Nombre de nos concitoyens (près de 50%), en situation dite « normale » 1, ne faisaient déjà confiance ni en l’avenir ni en leur gouvernement. Avec l’épidémie de la Covid-19, ce nombre s’est étendu et radicalisé concernant la politique sanitaire, à 62% de mécontents 2 et ce chiffre semble s’amplifier. Quelles en sont les conséquences ?


 

On ne peut faire abstraction du contexte social, ni de l’impact des choix politiques d’Emmanuel Macron à l’encontre des chômeurs, des retraités, des services publics, de la façon dont est développée l’ubérisation du travail, de la répression féroce des luttes sociales et de nombreuses mesures plus impopulaires les unes que les autres 3. Tous ses projets de réforme sont apparus comme des tentatives d’adaptation à un monde sans règles, comme une remise en cause venue d’en haut, injustifiée. Alors oui, régnait avant cette pandémie un sentiment de fronde, de lutte sociale. La population soutenait le mouvement des gilets jaunes 4 à plus de 60 % en moyenne sur la durée. Contestation, mécontentement, manifestations devenaient le quotidien de la vie sociale et politique.

Les liens entre ce contexte et le coronavirus n’existent qu’en complémentarité, on l’aura bien compris. De plus, ce mariage opportuniste peut sembler international, car il s’est produit dans le monde entier. Chaque pays a apparemment réagi au mieux de ses intérêts et de ses possibilités, surfant sur la vague émotionnelle suscitée. En France, comme partout, nous sommes depuis des mois face à un problème commun et ce genre de situation génère pourtant habituellement de la cohésion, de la solidarité, de la générosité, il faut avoir de l’empathie pour les autres. Mais ce n’est pas vraiment ce que nous avons observé.
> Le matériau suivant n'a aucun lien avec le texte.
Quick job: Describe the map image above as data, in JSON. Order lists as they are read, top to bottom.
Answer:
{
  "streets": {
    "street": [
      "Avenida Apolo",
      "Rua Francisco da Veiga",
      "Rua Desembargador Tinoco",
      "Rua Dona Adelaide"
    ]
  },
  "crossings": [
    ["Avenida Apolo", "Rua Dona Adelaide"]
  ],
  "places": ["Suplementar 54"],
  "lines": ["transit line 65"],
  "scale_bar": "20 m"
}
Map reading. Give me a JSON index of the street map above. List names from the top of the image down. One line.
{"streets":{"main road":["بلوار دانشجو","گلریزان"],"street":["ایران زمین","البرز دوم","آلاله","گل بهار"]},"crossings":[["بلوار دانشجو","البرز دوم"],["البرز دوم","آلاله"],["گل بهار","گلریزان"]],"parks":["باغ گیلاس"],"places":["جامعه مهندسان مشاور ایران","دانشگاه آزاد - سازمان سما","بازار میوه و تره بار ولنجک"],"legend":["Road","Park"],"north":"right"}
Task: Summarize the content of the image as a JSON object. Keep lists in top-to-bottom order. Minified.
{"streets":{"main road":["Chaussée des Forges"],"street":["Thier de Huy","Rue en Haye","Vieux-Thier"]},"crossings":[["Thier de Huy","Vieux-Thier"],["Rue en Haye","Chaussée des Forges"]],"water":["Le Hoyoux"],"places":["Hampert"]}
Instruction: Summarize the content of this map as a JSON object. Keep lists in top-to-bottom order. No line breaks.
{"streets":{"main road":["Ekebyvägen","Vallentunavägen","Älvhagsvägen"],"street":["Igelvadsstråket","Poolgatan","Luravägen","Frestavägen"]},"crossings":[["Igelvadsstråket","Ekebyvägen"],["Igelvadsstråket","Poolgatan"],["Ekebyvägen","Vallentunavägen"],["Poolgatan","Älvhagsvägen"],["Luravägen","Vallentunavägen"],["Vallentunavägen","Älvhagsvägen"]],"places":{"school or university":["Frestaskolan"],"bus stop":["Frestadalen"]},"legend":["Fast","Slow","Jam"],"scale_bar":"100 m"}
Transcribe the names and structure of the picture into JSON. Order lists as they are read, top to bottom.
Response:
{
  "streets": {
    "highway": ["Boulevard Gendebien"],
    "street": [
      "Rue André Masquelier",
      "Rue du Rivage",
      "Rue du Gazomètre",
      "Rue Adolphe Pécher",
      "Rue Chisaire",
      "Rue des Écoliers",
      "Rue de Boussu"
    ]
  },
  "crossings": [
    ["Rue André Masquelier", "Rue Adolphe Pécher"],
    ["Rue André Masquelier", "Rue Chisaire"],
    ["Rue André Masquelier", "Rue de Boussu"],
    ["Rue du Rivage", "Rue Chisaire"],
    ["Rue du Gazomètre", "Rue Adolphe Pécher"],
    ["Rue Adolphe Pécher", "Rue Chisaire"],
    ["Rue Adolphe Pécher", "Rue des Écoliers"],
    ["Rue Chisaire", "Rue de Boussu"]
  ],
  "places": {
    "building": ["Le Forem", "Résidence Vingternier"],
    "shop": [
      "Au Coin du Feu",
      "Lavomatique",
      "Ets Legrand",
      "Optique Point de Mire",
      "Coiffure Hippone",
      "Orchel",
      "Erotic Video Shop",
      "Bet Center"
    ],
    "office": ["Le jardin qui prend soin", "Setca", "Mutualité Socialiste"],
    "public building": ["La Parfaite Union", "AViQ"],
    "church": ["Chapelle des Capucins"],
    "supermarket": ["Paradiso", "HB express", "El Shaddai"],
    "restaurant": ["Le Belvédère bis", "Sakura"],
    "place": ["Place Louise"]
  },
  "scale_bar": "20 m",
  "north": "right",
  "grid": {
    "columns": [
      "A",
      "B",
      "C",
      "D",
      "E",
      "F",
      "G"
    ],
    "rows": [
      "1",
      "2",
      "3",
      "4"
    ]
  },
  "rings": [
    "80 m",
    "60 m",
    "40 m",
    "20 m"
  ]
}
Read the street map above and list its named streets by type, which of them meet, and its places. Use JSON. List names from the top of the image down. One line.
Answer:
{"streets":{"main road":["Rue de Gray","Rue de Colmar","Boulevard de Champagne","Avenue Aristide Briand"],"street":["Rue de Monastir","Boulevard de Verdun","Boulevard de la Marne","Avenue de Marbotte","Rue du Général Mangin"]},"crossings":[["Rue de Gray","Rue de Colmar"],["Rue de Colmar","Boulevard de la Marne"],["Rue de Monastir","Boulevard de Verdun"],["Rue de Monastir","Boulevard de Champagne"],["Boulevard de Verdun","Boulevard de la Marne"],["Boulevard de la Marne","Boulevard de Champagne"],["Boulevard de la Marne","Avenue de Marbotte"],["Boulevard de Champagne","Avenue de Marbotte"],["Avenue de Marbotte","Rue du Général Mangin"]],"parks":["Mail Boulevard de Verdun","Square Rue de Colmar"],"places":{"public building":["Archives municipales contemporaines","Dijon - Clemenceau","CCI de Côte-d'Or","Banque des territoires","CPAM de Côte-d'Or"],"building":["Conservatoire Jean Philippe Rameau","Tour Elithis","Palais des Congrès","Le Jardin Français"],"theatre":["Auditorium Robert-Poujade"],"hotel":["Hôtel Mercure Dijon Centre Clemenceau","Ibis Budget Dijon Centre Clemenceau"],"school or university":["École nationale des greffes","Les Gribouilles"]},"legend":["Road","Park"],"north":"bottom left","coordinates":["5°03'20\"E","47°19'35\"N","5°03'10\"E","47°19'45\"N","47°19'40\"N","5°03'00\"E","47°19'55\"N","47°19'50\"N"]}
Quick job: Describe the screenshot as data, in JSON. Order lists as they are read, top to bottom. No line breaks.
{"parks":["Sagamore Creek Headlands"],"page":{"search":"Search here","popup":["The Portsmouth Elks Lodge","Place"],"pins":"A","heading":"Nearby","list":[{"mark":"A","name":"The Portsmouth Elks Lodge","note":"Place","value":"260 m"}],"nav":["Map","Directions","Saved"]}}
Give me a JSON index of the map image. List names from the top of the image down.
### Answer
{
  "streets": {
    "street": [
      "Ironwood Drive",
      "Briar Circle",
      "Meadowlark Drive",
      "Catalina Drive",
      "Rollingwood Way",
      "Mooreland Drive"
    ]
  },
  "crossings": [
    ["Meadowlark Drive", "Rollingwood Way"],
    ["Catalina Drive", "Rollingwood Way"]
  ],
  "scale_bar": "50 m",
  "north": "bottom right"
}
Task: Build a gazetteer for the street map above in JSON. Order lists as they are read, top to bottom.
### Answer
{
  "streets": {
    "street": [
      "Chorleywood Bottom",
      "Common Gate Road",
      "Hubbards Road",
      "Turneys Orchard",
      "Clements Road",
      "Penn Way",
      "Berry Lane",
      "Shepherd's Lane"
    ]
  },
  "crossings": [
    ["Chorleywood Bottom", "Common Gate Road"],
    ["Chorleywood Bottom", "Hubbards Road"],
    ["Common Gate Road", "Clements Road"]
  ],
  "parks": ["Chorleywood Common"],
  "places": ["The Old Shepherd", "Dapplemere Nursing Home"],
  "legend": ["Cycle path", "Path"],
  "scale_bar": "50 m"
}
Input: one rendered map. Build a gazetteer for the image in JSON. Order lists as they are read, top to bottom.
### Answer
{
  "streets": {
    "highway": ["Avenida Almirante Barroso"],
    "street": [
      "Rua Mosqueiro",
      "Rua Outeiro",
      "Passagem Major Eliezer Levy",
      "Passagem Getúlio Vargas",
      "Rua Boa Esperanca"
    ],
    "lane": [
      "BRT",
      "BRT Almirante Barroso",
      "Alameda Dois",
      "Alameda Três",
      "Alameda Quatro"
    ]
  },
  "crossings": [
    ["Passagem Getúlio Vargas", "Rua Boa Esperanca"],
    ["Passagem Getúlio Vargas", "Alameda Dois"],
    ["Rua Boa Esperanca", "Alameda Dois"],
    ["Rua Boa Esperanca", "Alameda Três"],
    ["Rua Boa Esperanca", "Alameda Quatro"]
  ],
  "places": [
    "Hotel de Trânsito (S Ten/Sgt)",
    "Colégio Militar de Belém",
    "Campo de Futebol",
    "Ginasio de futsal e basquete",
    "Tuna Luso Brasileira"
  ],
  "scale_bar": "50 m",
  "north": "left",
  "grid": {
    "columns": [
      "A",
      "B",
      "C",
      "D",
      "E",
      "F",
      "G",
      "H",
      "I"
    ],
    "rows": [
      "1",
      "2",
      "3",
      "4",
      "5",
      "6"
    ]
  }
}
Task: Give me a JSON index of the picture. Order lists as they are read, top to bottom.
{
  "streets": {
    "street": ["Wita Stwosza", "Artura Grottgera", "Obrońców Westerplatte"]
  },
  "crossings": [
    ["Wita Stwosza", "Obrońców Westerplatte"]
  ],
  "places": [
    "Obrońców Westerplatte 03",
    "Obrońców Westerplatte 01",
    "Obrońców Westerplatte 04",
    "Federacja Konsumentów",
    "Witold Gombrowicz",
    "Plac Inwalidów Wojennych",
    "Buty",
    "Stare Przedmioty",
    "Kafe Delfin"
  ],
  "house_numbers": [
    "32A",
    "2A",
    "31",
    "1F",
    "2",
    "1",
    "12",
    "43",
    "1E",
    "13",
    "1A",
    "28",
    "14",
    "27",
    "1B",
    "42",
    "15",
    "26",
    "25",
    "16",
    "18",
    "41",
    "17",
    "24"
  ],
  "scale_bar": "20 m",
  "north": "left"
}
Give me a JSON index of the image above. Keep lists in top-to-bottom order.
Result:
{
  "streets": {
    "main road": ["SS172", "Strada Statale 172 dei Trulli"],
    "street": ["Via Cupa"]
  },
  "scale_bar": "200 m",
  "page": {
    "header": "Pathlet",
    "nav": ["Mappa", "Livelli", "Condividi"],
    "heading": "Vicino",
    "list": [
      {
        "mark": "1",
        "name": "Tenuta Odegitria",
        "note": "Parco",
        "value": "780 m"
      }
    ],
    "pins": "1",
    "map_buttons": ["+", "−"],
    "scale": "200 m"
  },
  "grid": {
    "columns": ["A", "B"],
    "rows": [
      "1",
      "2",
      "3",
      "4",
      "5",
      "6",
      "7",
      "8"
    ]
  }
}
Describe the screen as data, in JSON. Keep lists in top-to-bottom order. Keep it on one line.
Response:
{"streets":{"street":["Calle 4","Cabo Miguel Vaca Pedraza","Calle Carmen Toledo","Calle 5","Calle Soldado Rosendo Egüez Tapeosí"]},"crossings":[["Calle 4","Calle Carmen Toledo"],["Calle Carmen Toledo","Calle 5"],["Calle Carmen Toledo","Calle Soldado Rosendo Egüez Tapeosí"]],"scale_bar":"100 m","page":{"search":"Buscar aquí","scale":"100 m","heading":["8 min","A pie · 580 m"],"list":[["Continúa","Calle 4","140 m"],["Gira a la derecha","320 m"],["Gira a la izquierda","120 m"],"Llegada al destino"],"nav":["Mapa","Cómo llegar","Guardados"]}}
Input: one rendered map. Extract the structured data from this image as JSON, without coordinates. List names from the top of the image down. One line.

Après avoir voulu faire des stocks personnels (riz, pâtes, doliprane, papier hygiénique, etc.), on est passé à une méfiance généralisée (l’autre est porteur du virus, donc à garder à distance), et c’est le masque qui a été la représentation principale de cette distanciation, son symbole. À la fin de l’été 2020, on en est arrivé à un sentiment d’insécurité exacerbé, témoin d’une réelle décomposition de la cohérence du corps social, artificiellement construite par les thèses de la droite radicale 5.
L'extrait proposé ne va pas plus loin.